Publications
A principled approach to HPC event monitoring
As high-performance computing (HPC) systems become larger and more complex, fault tolerance becomes a greater concern. At the same time, the data volume collected to help in understanding and mitigating hardware and software faults and failures also becomes prohibitively large. We argue that the HPC community must adopt more systematic approaches to system event logging as opposed to the current, ad hoc, strategies based on practitioner intuition and experience. Specifically, we show that event correlation and prediction can increase our understanding of fault behavior and can become critical components of effective fault tolerance strategies. While event correlation and prediction have been used in HPC contexts, we offer new insights about their potential capabilities.
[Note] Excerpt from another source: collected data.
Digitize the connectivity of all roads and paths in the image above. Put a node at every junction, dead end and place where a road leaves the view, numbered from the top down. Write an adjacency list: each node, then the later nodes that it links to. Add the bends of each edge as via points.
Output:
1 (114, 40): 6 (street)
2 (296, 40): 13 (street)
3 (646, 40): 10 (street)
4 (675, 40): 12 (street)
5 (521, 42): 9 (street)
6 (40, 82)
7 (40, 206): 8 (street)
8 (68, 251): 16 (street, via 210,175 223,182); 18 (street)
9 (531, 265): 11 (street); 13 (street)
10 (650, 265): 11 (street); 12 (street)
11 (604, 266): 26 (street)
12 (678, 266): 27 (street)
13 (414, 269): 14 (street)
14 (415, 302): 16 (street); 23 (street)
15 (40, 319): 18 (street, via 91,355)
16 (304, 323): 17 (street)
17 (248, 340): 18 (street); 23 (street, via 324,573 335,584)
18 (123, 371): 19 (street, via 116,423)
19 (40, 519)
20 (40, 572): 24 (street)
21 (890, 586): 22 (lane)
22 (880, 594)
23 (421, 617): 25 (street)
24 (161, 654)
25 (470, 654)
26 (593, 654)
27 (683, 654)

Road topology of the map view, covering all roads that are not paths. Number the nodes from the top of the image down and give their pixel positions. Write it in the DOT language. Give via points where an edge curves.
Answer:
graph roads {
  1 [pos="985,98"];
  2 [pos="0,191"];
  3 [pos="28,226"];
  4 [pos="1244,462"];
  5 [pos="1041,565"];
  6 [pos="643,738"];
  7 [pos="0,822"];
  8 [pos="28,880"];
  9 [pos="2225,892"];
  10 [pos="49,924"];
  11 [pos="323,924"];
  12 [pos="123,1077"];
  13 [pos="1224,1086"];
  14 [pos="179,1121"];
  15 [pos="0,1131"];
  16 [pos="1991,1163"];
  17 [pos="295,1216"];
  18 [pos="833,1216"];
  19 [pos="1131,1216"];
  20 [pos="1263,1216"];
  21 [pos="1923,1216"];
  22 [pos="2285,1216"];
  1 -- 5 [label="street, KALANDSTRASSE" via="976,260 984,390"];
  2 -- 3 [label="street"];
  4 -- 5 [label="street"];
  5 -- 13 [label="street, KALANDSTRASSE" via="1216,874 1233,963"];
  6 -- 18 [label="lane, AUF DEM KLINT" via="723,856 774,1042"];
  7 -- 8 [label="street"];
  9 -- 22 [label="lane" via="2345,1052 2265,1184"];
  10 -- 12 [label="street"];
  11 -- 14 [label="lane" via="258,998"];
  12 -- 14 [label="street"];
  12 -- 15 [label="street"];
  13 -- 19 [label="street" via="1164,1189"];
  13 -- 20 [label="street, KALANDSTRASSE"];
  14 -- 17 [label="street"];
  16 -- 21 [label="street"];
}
Using event logs from the computer failure data repository (cfdr) (1) we use cross and partial correlations to observe conditional correlations in HPC event data; (2) we use information theory to understand the fundamental predictive power of HPC failure data; (3) we study neural networks for failure prediction; and (4) finally, we use principal component analysis to understand to what extent dimensionality reduction can apply to HPC event data. This work results in the following insights that can inform HPC event monitoring: ad hoc correlations or ones based on direct correlations can be deficient or even misleading; highly accurate failure prediction may only require small windows of failure event history; and principal component analysis can significantly reduce HPC event data without loss of relevant information.